A scientist performed the gene mapping experiments in maize. He mapped the genes on chromosomes on the basis of % crossing over between different genes. One map unit corresponds to one % crossing over or recombination. The genes showing more than 50% recombination were not supposed to be linked on same chromosome. In crossing over studies on maize, scientist observed the following % crossing over between genes A, B, C, D: between A and D 10%, between A and C 3%, between genes C and D 7%, between genes A and B 5%, and between genes C and B 8%. On the basis of above observation, find out the correct sequence of genes A, B, C and D on chromosomes.

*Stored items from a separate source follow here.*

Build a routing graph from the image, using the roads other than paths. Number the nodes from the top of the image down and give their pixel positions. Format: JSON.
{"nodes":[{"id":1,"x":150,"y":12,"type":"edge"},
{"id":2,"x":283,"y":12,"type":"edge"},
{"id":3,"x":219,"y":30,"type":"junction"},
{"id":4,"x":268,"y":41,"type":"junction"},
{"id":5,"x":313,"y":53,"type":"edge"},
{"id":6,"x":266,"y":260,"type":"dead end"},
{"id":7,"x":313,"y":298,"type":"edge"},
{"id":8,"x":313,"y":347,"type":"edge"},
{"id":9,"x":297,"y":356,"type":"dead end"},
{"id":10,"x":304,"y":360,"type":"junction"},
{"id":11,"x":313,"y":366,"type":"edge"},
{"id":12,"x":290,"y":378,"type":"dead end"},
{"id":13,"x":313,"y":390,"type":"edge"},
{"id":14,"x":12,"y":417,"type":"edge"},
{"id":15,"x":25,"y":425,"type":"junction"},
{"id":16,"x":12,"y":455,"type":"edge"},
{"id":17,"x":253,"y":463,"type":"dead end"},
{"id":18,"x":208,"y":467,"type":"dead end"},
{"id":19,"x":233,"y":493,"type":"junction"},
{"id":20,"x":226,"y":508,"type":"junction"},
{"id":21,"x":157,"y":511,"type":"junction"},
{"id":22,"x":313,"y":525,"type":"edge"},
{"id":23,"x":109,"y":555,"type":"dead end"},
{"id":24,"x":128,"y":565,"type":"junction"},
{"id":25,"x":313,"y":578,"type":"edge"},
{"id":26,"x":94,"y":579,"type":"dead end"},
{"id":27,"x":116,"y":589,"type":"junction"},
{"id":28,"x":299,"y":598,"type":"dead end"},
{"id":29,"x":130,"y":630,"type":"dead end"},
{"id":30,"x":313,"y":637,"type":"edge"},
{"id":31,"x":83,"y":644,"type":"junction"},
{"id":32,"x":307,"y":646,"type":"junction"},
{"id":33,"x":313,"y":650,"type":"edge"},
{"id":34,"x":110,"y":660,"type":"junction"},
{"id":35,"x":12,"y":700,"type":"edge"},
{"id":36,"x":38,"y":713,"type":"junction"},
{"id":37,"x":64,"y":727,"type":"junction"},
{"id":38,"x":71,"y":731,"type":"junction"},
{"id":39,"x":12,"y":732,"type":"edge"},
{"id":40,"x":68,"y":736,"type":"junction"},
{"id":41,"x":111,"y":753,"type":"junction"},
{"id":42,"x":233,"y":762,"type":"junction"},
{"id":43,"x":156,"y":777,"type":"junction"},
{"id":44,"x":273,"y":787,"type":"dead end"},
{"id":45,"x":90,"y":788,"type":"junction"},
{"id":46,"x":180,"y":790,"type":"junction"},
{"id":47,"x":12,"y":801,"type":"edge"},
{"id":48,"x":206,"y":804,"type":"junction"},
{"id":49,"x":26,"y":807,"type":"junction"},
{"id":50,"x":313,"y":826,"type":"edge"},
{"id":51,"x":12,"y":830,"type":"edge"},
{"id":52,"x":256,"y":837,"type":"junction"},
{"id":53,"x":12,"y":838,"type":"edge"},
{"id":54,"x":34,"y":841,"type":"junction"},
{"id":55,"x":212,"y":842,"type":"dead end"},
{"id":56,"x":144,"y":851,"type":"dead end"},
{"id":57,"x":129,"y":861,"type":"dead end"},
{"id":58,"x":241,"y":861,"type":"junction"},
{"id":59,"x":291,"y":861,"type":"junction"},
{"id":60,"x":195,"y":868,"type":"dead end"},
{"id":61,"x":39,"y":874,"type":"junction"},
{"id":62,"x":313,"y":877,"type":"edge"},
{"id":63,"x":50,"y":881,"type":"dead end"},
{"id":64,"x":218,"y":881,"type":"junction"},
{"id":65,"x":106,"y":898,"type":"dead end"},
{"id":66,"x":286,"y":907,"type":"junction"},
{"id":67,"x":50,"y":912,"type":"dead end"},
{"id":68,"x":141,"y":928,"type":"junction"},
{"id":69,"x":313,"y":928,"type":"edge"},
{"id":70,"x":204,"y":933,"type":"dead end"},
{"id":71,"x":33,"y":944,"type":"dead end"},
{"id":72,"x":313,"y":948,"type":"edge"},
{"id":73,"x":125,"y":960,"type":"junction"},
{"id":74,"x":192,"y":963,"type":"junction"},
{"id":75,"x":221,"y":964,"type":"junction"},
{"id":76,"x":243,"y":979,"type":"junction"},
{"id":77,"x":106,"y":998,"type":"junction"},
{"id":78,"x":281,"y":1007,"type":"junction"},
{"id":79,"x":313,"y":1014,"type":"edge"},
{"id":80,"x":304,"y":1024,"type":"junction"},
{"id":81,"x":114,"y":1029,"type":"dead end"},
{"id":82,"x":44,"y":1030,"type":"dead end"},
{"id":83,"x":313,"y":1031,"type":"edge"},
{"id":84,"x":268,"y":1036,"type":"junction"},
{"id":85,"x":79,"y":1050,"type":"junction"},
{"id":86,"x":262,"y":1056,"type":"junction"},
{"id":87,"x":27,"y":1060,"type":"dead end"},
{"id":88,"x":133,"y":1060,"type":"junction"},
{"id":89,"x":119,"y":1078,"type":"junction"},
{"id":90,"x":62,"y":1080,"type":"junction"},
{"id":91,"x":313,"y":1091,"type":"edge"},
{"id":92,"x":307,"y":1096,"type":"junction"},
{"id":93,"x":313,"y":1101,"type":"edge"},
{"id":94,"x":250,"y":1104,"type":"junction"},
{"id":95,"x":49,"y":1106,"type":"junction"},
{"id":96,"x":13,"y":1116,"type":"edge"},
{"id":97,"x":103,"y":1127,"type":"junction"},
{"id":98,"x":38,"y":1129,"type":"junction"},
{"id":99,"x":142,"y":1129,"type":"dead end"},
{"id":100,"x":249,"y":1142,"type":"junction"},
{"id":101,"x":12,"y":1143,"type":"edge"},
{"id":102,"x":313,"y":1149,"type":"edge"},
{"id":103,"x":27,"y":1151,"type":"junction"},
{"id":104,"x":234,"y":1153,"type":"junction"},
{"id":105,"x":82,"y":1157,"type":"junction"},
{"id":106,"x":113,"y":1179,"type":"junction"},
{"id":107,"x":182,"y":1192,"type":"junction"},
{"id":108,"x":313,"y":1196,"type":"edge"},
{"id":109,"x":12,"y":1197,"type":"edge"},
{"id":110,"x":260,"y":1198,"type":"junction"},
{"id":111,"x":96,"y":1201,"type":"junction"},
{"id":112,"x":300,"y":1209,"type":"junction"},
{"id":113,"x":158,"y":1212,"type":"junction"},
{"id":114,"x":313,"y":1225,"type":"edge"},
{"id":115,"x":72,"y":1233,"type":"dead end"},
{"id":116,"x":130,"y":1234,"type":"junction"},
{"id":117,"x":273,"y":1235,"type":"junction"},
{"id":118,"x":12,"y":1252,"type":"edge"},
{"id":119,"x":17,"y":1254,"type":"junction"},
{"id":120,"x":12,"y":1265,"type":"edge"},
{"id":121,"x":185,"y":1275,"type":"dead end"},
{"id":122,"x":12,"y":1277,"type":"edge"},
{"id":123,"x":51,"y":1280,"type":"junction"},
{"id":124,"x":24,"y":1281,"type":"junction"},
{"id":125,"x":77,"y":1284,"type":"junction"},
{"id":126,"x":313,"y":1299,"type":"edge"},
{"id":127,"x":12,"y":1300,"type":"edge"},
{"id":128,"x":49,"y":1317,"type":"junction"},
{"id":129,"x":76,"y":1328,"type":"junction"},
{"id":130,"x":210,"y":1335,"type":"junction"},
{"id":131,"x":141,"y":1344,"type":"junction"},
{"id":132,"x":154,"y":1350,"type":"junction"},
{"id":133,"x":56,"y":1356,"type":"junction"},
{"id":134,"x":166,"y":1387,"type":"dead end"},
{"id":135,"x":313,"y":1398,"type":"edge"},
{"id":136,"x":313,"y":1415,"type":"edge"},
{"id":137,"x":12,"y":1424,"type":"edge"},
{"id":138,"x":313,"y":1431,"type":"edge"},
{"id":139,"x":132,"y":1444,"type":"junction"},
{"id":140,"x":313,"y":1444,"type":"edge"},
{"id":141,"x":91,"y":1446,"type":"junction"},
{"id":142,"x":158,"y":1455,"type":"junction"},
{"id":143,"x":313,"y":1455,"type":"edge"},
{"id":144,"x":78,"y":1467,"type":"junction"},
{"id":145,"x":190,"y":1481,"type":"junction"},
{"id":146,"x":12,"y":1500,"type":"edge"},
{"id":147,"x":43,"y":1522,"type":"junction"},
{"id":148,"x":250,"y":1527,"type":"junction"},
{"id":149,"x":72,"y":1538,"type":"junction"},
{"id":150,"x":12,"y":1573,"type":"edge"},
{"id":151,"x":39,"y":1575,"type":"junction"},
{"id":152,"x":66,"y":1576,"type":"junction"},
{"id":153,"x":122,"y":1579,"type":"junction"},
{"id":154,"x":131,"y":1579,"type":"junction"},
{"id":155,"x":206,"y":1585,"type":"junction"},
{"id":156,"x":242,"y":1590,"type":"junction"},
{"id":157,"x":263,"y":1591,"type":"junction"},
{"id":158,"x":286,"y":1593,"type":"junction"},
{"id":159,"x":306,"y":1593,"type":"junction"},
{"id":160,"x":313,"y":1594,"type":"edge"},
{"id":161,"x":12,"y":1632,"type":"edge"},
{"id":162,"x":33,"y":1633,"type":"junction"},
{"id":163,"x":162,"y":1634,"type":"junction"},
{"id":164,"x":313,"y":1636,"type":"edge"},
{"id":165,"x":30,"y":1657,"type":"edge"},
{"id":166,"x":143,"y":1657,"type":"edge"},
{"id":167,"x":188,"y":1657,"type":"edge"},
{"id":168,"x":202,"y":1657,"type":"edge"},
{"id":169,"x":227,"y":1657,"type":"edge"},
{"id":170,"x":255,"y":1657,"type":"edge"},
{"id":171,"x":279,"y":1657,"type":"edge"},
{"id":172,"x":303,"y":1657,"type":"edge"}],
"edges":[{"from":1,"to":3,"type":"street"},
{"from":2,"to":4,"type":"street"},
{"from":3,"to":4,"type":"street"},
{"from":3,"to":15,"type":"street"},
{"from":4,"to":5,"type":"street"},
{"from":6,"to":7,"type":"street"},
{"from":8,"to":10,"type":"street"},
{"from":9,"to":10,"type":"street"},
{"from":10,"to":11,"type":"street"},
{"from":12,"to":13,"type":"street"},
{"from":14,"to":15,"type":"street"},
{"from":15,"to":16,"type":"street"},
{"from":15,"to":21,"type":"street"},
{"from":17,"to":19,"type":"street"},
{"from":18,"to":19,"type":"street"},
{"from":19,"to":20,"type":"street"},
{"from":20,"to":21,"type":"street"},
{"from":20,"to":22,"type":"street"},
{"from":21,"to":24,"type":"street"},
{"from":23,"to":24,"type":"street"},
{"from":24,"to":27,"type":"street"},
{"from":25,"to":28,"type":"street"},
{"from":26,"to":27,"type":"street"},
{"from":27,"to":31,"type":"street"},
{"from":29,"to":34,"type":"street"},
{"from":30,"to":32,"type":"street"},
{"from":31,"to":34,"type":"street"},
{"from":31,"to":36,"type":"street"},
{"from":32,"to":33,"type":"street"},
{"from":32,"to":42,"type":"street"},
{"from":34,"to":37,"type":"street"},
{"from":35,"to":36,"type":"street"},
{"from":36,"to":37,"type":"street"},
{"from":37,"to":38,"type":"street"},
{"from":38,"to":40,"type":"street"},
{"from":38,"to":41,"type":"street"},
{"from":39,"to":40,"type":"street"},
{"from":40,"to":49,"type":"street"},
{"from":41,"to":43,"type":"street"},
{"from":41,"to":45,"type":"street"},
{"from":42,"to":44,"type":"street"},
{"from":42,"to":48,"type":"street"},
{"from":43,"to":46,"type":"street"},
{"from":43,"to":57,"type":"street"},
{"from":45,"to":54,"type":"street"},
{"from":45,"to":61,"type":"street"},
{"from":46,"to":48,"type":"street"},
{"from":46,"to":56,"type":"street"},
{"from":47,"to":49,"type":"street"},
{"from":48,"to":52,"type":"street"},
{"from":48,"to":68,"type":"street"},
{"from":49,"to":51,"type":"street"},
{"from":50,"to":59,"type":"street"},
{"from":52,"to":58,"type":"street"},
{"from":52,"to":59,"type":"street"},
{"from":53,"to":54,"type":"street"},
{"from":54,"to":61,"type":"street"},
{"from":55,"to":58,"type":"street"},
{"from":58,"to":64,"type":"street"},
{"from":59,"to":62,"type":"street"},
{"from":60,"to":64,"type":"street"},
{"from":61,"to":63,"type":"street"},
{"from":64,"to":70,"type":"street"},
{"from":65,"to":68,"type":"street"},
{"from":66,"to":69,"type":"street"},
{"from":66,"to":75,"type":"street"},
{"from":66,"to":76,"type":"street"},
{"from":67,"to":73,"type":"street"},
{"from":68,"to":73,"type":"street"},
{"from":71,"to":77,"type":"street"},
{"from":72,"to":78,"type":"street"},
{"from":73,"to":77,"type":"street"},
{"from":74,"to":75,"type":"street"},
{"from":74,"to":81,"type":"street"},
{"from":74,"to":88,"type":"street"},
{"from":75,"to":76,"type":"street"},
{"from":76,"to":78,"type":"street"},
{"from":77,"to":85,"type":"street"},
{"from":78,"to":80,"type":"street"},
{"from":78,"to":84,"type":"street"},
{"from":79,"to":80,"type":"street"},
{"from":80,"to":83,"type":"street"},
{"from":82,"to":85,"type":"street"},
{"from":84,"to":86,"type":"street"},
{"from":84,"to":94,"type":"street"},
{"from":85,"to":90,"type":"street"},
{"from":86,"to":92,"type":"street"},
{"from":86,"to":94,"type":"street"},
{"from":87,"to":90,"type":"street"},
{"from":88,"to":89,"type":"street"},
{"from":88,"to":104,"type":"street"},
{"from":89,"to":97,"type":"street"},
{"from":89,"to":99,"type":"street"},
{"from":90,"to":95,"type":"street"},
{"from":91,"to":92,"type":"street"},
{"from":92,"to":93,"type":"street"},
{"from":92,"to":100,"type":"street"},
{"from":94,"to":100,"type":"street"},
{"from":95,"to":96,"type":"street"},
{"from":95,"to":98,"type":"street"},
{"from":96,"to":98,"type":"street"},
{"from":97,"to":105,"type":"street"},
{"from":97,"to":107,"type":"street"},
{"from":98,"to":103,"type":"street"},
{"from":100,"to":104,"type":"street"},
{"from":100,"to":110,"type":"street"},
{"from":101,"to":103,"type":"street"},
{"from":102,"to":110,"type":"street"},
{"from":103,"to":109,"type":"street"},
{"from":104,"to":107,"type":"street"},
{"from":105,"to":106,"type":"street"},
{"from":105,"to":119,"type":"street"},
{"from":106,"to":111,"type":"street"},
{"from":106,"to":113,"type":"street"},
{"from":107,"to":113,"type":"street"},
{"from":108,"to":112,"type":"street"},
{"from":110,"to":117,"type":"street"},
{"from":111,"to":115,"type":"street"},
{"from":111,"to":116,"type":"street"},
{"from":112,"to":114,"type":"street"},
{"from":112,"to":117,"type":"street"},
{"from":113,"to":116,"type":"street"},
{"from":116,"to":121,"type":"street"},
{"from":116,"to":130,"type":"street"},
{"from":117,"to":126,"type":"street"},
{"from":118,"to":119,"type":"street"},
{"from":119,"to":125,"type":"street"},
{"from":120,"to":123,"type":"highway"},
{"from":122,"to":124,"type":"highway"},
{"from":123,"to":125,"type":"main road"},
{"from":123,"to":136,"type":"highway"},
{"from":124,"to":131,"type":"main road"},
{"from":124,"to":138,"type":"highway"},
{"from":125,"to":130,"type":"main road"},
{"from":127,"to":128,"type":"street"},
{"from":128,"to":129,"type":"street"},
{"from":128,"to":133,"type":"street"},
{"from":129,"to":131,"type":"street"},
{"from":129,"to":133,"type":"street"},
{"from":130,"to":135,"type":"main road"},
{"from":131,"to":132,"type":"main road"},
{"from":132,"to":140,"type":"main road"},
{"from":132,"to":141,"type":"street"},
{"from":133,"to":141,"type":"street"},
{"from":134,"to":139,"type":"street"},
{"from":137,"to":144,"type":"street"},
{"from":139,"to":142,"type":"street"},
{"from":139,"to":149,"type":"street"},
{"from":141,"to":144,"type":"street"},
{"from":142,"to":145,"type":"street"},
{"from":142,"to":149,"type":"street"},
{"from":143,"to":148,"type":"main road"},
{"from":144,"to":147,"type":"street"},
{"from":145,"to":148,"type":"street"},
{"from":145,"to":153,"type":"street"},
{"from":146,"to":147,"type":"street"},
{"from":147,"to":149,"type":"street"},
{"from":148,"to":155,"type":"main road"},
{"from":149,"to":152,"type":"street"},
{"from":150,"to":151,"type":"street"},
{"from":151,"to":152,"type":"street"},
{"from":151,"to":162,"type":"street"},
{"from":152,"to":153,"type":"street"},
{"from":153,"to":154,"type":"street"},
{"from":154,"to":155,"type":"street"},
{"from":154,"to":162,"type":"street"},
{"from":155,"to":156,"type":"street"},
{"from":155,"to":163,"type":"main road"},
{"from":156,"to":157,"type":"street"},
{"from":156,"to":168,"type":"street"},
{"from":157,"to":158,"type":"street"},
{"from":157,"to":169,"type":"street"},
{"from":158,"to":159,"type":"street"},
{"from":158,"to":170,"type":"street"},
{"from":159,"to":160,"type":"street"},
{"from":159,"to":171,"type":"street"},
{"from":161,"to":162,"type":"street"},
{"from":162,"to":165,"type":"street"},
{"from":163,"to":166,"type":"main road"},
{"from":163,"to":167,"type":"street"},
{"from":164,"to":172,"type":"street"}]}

The correct option is A BACD
Since, recombination frequency is directly proportional to distance between genes, the values are used to locate genes on a chromosome. Here, recombination frequency for A and D (X) = 10%, that for A and C (Y) = 3% and for C and D (Z) = 7%. As we can see that X = Y + Z or 7 + 3 = 10% which means that genes A and D are present at extremes and C is in the middle. Further, recombination frequency for A and B (p) = 5%, that for C and B (q) = 8% and that for A and C (Y) = 3% which means that q = p+Y; thus the gene A is present in middle of genes C and B. This gives the whole sequence of genes as BACD. Correct answer is C. For gene sequence BCDA, X = Y+Z; but it does not hold true for given values of recombination frequency which makes option A wrong. For gene sequence ABCD, X = p+q which does not hold true for given values of recombination frequency and makes option B wrong. For sequence DACB, p = X+q; but it does not hold true for given values of recombination frequency which makes option D wrong.